To every single one of you. I wish I cold be of the same support to you.

The thoughts are kind of subsiding but I always have this sort of "base" that when I think,"if something really really bad happens then I can always kill myself" and it scares me to think this. And I think I mean afraid of dying instead of scared..that was right :)

I don't feel 100% but I do feel a little better. Partly aswell because I did two massive poohs..that sounds trivial but in a way I feel like a little weight has came off me. Now I need to worry about my smear results..

I have taken my period so I feel icky anyways. My partner is usually alright but he has a temper and I think I just make him snap sometimes..I don't blame him really but at the time I HATE him for it.

I'm worried for my dad's result. He had an ultrasound scan "down there" as he has a lump so...I'm worried and he is older..67.. (I was a late baby in that my parents were older when they had me) so literally all I have family wise is my mum and dad..no aunts or uncles or anyone.

I have a massive fear of being alone cos I'm not independant in the slightest so I fear I will never be able to cope.

These thoughts are always with me but they get heightened when I'm depressed.

I hope I start feeling a bit better soon. I have my psychoogy appointment this Thursday so I will try and explain. I'm never really good at explaining things by voice but I get confused sometimes even writing things down cos my mind jumps about.

Again,I really want to thank all of you. I actually have a tear in my eye no joke cos it just helps knowing I have everyone.

I hope I can be as supportive and helpful to everyone as everyone has been to me.

I hope you all are well

Amy xxxxxxxx :hugs:

PUGLETMUM
06-04-09, 12:36
:hugs: you dont need to try to be helpful and supportive to others - just get yourself feeling okay and happy and able to cope - i have no mum or dad, no aunts or uncles one local dis-interested sister and one far away dis-interested sister - but i am good and able to cope - okay it has taken me many many years - but better late than never - invest in yourself, and in time your life will be how you want it to be:yesyes:

Wee-Mee
06-04-09, 12:55
:'( That didn't last.. I think I have skin cancer now.

I did the bad G word and I have two or three freckles which look brown but have bits of black in them and that says it's a sign of skin cancer and one of the more serious one and now I'm scared again.

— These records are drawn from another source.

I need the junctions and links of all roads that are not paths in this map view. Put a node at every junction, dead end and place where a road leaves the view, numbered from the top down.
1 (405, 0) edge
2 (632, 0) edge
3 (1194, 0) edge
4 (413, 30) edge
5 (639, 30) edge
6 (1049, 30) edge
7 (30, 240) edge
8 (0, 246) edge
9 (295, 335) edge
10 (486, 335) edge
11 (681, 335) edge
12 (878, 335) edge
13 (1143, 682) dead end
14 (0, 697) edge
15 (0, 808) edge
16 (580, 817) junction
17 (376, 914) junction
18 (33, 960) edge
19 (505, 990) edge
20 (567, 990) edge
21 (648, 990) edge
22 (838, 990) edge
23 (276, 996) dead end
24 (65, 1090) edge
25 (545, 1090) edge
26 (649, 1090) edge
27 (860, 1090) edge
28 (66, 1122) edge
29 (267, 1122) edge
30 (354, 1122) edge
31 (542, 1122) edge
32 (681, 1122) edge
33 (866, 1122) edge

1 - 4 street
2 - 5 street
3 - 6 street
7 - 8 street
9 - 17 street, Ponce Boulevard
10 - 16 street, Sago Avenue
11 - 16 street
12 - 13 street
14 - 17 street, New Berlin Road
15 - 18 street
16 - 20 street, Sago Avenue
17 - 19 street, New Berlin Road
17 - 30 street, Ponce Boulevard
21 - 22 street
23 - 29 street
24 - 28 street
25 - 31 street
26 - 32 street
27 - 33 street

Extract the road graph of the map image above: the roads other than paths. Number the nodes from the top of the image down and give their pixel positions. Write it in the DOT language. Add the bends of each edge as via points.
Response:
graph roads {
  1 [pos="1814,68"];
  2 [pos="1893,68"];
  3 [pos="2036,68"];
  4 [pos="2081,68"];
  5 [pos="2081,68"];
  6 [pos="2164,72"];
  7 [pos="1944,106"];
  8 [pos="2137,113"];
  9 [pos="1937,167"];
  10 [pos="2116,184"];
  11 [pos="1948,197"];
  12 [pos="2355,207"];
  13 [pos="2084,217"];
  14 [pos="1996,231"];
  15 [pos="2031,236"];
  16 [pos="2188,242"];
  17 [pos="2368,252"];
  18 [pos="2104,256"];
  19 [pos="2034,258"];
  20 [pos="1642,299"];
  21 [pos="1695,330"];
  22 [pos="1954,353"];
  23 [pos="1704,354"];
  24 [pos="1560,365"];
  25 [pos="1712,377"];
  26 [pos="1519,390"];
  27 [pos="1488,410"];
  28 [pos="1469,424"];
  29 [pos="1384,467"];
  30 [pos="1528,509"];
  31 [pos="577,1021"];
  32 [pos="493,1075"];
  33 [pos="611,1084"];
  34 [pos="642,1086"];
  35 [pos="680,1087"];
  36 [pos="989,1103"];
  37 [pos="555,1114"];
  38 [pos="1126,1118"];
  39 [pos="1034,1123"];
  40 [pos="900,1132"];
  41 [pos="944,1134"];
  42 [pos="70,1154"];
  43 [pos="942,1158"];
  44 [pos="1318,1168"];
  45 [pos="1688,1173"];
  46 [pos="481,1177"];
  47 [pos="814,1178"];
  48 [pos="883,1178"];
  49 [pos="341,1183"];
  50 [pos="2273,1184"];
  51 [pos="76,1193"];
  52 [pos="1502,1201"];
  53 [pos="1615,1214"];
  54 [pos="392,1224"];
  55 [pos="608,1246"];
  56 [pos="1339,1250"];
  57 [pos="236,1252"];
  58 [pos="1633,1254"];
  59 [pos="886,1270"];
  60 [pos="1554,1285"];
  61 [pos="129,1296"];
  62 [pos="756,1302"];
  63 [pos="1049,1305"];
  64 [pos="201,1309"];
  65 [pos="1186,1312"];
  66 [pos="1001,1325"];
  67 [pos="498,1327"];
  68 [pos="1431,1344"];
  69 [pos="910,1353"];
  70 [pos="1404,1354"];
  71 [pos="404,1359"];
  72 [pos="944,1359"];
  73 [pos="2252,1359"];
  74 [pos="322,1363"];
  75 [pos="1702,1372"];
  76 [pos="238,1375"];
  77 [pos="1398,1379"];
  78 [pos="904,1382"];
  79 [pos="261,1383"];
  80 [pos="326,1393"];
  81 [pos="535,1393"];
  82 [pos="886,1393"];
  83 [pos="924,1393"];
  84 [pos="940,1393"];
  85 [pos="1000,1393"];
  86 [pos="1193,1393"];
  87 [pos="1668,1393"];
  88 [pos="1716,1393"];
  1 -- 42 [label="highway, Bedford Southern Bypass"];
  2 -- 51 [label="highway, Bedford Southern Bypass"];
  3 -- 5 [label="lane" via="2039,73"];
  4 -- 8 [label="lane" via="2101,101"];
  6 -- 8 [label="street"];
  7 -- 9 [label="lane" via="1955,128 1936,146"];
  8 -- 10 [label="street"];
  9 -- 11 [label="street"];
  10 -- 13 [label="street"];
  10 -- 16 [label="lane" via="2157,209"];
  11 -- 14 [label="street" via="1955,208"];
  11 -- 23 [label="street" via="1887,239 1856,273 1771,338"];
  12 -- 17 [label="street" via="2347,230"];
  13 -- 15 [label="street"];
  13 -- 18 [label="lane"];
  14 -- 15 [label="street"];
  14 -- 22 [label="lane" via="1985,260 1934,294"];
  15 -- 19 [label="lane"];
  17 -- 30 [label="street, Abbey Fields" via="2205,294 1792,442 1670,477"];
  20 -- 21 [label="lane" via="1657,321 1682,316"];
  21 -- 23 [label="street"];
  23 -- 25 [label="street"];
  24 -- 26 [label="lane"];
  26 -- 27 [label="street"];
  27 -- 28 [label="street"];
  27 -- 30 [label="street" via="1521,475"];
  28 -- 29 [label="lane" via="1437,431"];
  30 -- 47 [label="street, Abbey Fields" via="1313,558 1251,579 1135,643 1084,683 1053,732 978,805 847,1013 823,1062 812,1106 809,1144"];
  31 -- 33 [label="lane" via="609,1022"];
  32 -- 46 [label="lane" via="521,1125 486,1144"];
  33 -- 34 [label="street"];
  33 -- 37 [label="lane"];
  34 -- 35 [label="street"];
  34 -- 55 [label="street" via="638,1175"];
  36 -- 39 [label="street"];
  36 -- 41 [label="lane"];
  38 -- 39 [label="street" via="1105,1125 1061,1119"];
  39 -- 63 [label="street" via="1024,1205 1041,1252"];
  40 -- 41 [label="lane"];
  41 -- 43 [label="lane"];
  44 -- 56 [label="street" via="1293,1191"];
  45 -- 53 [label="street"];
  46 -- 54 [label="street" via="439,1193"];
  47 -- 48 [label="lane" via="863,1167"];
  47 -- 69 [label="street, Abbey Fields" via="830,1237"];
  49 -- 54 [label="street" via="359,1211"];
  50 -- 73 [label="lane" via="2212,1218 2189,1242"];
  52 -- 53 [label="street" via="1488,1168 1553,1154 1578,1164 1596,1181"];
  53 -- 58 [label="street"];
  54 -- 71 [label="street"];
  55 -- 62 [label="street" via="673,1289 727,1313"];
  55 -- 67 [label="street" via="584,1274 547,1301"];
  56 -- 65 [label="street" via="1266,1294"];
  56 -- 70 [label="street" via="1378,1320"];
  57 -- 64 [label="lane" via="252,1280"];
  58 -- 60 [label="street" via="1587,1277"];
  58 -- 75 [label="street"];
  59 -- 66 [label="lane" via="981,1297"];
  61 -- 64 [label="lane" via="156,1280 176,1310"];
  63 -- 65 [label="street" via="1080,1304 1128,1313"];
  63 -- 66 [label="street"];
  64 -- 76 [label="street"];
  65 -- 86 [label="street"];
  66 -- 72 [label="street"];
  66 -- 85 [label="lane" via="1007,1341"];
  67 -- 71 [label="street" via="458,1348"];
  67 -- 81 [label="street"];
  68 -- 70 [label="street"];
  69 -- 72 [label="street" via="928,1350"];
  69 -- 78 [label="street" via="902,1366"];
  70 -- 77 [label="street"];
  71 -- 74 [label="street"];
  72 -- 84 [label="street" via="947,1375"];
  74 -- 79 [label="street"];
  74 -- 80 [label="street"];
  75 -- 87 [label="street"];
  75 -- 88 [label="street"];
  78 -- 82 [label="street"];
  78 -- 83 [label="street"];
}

I was stupid to look but it was cos of anotehr thread and I have been worrying about a freckle on my face and well,now I'm in a state again.

nomorepanic
06-04-09, 12:57
Stop googling and enjoy life for what it is - please!

Wee-Mee
06-04-09, 13:02
I actually think this is true though. my freckles look like the pics :weep: :weep:

I'm so sorry.

I dunno why I do this..but this DOES look true!

nomorepanic
06-04-09, 13:13
But so far this week you have had every single illness under the sun lol

Each one was life threatening to you.

The more you look the more you will find trust me.

Wee-Mee
06-04-09, 13:16
:( I know.

I wish I could escape all this. This is too hard.

Wee-Mee
06-04-09, 13:18
I've made myself sick now :'(

STEPHYUNO
06-04-09, 14:17
None of what you say sounds trivial honey, these are real thoughts, and any doctor worth their salt will take you seriously and try and find practical and positive ways forward for you and that's as you know not always just medication, it can be a combination of things. all the best Stephen x

Miss Alissa
06-04-09, 22:33
Hi Amy

I'm so sorry - you are really suffering at the moment. I - and so many other people on this forum have been exactly where you are now. What you are feeling is real and terrifying and all-consuming but it really will pass. Your threads are so frantic and desperate that they're quite shocking to read - not because there is something wrong with you but because of just how completely in the grip of health anxiety you really are. For now, please stop worrying about how you're affecting other people - the person that you are hurting the most is yourself.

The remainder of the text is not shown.